Segment Open

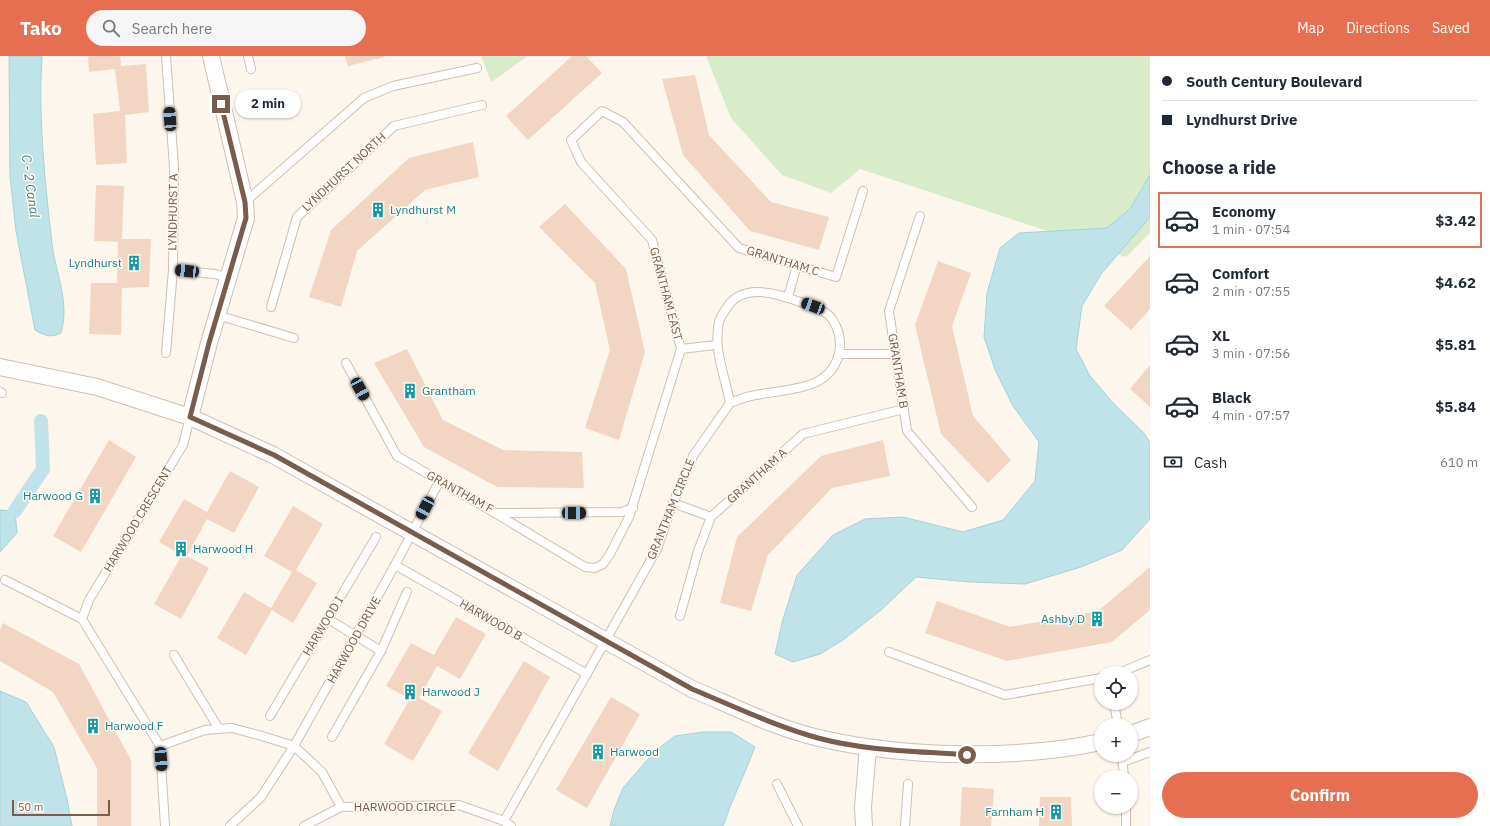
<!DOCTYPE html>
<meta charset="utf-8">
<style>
body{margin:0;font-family:"IBM Plex Sans",sans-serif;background:#f6f6f7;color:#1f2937;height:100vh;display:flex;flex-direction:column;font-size:15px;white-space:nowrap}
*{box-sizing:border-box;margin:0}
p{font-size:13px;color:#747a83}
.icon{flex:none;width:22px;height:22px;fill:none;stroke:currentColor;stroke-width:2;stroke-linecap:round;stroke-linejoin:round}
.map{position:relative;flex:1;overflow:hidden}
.panel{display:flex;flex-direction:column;background:#fff;width:340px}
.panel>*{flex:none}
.hud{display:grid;align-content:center;height:88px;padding:0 12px;background:#fff}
.controls{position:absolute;left:1094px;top:610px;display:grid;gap:8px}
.controls a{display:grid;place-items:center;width:44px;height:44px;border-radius:50%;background:#fff;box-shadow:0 1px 3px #0004;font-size:20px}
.scale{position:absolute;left:12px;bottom:10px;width:98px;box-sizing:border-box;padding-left:4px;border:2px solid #7a5c4d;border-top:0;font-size:11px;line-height:14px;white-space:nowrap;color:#7a5c4d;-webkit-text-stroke:3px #fffaf3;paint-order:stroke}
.end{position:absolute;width:18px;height:18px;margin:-9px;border:5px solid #7a5c4d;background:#fff;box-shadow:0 0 0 2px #fff}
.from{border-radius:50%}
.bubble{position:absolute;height:28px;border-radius:14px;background:#fff;box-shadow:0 1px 3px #0004;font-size:13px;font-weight:700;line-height:28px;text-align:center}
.car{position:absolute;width:12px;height:24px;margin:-12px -6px;border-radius:5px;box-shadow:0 0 3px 1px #0007;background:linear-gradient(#222 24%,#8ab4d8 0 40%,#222 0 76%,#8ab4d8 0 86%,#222 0)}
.hud b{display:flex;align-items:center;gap:14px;height:38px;font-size:15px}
.hud b+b{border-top:1px solid #e0e1e3}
.hud i{width:10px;height:10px;background:#1f2937}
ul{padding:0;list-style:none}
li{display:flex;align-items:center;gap:12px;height:56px;margin:0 8px 6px;padding:0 4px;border:2px solid transparent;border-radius:0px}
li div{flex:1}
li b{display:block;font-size:15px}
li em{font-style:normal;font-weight:700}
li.selected{border-color:#e76f51}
li>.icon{width:36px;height:36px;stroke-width:1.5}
h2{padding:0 12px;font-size:18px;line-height:48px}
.pay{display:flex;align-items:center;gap:10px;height:44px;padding:0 12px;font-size:15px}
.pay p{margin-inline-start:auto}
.cta{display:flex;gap:8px;margin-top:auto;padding:8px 12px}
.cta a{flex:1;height:46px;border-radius:24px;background:#e76f51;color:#fff;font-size:16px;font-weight:700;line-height:46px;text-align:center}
header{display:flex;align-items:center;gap:24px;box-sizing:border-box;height:56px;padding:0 20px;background:#e76f51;color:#fff}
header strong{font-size:19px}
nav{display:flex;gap:22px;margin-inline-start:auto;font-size:14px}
.search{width:280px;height:36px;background:#f6f6f7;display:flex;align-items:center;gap:10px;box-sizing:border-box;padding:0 14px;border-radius:22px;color:#747a83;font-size:15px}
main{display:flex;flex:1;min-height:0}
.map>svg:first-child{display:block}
.green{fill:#d8ecc9}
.water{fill:#bfe3e8;stroke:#a5d3da}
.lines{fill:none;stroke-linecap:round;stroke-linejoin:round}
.canal{stroke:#bfe3e8;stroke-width:14}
.building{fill:#f3d5c3}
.service-casing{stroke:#d1beb0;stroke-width:10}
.minor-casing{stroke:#d1beb0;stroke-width:18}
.service{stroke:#fff;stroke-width:8}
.minor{stroke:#fff;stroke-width:16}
.route{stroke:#7a5c4d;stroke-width:5}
.labels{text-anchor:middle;stroke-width:3;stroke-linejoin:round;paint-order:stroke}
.street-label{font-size:12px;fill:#7a5c4d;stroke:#fffaf3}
.culture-label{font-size:12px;fill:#0d838f;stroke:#fffaf3;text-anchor:start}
.water-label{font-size:13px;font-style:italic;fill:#437c86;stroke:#fffaf3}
</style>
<header>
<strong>Tako</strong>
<div class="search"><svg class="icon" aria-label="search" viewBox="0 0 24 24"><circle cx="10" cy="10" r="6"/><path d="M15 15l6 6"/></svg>Search here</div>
<nav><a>Map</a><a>Directions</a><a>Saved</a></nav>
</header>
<main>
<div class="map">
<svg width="1150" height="770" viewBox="0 0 1150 770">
<rect width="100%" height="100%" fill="#fdf6ec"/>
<g class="green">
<path d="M481,0H528L491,26Z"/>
<path d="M706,0H1150V177L1126,201L860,113L831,137L782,119L731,62Z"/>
</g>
<g class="water">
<path d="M9,0H42C38,63 45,125 52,188C56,217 70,248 61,277C51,282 45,280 35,274L16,175L10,120Z"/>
<path d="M1150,119V161L1101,218L1082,250L1076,293L1090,320L1115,349L1144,377L1150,387V463L1122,494L1081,511L1025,528L970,526L916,521L881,554L843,584L820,598L793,606L775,598L783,563L797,519L833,479L865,463L903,461L963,476L1003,464L1035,425L1039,386L1013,350L996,316L984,281L987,237L1000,192L1019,177L1107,172L1130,153Z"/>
<path d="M0,454L15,455L17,477L0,496Z"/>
<path d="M0,635L26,646L54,691L67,743L72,770H0Z"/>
<path d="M703,676H731L755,691C745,718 732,743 723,770H610L614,754L623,732L655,695L675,680Z"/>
</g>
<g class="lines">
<path class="canal" d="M15,455L43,413L41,365"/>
</g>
<g class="building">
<path d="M88,0H120L121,10L146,8L149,56L125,59L127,107L96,109L93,58L120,55L115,13L89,16Z"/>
<path d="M345,0H383L384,1L348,10Z"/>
<path d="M572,0H586L602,17L528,84L506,60Z"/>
<path d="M695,19L709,79L771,146L829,161L819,194L750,175L683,99L662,23Z"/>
<path d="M473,86L479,121L425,134L357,195L341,251L309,241L331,174L409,102Z"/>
<path d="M96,129L124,130L122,183H151L149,231L122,232L121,279L89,278L91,227H117L118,186L94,185Z"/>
<path d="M565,148L626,213L645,296L619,384L585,372L610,294L595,227L539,171Z"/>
<path d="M1150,200V253L1131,274L1104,250Z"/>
<path d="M938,205L971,217L952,270L973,360L1011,404L988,427L941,378L915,269Z"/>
<path d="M407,293L443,364L503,394L582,396L584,432L497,431L424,391L374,307Z"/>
<path d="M1150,309V351L1130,333Z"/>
<path d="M109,384L136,401L81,496L53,480Z"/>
<path d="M883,384L890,420L832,432L768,499L751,555L720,547L737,481L821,400Z"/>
<path d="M230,415L259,431L234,477L207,463L187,500L209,512L181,563L154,548L182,499L159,486L184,443L207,456Z"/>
<path d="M293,450L323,468L296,514L317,527L293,567L272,554L246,599L217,582L244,536L271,552L292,516L264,500Z"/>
<path d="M1150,511V554L1112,586L1007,605L925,577L937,545L1010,571L1098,555Z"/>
<path d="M456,561L486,578L460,623L437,610L419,642L442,655L413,705L384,688L410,643L386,630L411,587L434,599Z"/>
<path d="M3,567L79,608L131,704V770H97V712L53,636L0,605V574Z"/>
<path d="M524,605L550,621L498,715L468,697Z"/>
<path d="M611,641L640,658L587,752L556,734Z"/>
<path d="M962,731L994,733L991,770H960Z"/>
<path d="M1040,741H1071L1072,770H1039Z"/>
</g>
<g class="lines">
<g class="service-casing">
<g id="service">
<path d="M248,0L251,13"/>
<path d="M245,146L364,42L393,30L477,12"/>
<path d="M920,160L889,255L907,375L972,451"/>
<path d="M173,214L215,218L229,222"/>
<path d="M788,241L797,209"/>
<path d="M271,251L297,161L394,70L482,49"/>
<path d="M217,259L294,282"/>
<path d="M681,293L716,289"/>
<path d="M166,297L173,214L174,111L166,0"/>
<path d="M841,298H895"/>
<path d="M346,307L397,400L495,457L622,456L633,452"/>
<path d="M0,336L2,337"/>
<path d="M673,447L711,461"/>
<path d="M495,457L585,511L595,512L603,508L610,498L629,461L681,293L652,184L581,106L571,84L602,55L623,66L739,192L836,221L863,135"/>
<path d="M395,509L587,618"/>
<path d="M5,524L82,563L160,690L165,770"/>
<path d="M680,560L698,495L711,461L803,378L904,353"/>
<path d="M82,563L89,544L183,389L190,361"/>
<path d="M328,563L381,595"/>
<path d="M889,596L1005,639L1101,622"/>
<path d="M174,599L219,673"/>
<path d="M1119,617L1150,604"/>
<path d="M1114,647L1118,669"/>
<path d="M270,660L376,481"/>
<path d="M332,681L381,595L407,536"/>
<path d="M160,690L205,674L232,672L262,680L294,690L322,716L341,751L459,749L504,765L511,770"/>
<path d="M1122,699L1124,721"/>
<path d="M1123,706L1150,696"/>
<path d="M777,728L798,770"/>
<path d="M1126,751V770"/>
<path d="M504,765L657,493L673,447L693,400L730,347C725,320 713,293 719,266C720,262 723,257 726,253C742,225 779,238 803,247C811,250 827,255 832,263C845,282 842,308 823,322C807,334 775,335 756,339C747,340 738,344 730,347"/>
<path d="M230,770L261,741L294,690L395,509L439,426"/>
<path d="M304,770L341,751"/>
<path d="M905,770L908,728"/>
</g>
</g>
<g class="minor-casing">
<g id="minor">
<path d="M0,311L97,331L190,361L273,399L692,633C733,650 775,672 819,682C904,702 1016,704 1101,686"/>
<path d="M190,361L209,287L246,162L245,146L211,0"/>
<path d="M1131,678L1150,671"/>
<path d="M864,770L863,751L868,692"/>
</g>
</g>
<use href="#service" class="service"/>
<use href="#minor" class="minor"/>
</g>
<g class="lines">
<path class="route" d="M221,48L245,146L246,162L209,287L190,361L274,399L692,633C733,650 775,670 818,682C866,695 917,695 967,699"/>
</g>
<defs>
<g id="building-bare" transform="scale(1.2)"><path d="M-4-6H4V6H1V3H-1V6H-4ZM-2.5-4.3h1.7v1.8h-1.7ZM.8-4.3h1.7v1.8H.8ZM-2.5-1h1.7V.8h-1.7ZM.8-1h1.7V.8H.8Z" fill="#0f9aa8" stroke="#fffaf3" stroke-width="2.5" paint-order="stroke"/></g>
</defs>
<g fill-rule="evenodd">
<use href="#building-bare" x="378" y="154"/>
<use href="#building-bare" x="134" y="207"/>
<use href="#building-bare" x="410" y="335"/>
<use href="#building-bare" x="95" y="440"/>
<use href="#building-bare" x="181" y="493"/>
<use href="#building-bare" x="1097" y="563"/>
<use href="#building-bare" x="410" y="636"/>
<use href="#building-bare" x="93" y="670"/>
<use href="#building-bare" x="598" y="696"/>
<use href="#building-bare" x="1056" y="756"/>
</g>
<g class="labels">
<g class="street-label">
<text transform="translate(344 116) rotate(-43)" y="4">LYNDHURST NORTH</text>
<text transform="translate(173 156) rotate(-89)" y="4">LYNDHURST A</text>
<text transform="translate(783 205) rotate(17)" y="4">GRANTHAM C</text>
<text transform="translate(666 238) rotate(75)" y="4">GRANTHAM EAST</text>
<text transform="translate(898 315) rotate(81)" y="4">GRANTHAM B</text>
<text transform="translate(757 420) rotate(-42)" y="4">GRANTHAM A</text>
<text transform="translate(460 436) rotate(29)" y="4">GRANTHAM F</text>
<text transform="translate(671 453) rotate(-68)" y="4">GRANTHAM CIRCLE</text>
<text transform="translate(138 463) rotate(-59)" y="4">HARWOOD CRESCENT</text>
<text transform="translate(491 564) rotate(30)" y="4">HARWOOD B</text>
<text transform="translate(323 570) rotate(-59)" y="4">HARWOOD I</text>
<text transform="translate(354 584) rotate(-61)" y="4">HARWOOD DRIVE</text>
<text x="405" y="755">HARWOOD CIRCLE</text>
</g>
<g class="culture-label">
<text x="390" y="158">Lyndhurst M</text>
<text x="122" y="211" text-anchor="end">Lyndhurst</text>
<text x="422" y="339">Grantham</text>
<text x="83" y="444" text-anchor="end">Harwood G</text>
<text x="193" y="497">Harwood H</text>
<text x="1085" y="567" text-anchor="end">Ashby D</text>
<text x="422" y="640">Harwood J</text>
<text x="105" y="674">Harwood F</text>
<text x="610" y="700">Harwood</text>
<text x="1044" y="760" text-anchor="end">Farnham H</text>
</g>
<g class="water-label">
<text transform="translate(31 130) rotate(82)" y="5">C - 2 Canal</text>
</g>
</g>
</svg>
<div class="controls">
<a><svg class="icon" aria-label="locate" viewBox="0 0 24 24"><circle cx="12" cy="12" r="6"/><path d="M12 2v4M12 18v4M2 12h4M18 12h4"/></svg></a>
<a>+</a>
<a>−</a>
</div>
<div class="scale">50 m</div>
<i class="end from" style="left:967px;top:699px"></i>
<i class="end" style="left:221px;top:48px"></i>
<div class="bubble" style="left:235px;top:34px;width:66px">2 min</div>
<i class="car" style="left:170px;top:63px;rotate:356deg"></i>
<i class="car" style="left:187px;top:215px;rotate:276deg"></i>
<i class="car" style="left:813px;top:250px;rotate:290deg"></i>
<i class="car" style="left:360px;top:333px;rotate:151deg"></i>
<i class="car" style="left:425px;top:452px;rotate:208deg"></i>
<i class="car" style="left:574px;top:457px;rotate:90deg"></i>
<i class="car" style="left:161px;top:703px;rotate:176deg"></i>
</div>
<section class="panel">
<div class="hud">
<b><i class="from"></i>South Century Boulevard</b>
<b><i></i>Lyndhurst Drive</b>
</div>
<h2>Choose a ride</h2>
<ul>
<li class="selected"><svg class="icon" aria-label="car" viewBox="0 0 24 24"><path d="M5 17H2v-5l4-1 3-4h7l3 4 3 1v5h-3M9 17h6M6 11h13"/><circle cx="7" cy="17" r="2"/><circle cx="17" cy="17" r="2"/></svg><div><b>Economy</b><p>1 min · 07:54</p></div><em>$3.42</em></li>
<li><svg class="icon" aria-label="car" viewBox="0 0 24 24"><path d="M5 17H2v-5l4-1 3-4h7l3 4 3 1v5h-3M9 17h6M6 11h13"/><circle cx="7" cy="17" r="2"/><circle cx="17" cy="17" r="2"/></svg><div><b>Comfort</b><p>2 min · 07:55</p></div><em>$4.62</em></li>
<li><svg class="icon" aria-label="car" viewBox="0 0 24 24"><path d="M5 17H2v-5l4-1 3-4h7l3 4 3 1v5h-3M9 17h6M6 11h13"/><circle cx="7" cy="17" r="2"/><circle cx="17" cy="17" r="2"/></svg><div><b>XL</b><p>3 min · 07:56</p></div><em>$5.81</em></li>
<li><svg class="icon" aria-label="car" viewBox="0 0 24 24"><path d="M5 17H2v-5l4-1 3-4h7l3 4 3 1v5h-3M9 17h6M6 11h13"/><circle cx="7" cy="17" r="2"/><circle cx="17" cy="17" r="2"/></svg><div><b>Black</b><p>4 min · 07:57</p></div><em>$5.84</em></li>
</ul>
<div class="pay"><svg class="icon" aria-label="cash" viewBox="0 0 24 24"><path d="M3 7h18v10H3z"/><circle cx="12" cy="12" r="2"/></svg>Cash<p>610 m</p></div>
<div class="cta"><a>Confirm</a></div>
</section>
</main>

Segment Closed

> _WHAT IS REQUIRED_
Among the entries, find every line holding "none" and return it.

> _EXERCISE RESPONSE_
.icon{flex:none;width:22px;height:22px;fill:none;stroke:currentColor;stroke-width:2;stroke-linecap:round;stroke-linejoin:round}
.panel>*{flex:none}
ul{padding:0;list-style:none}
.lines{fill:none;stroke-linecap:round;stroke-linejoin:round}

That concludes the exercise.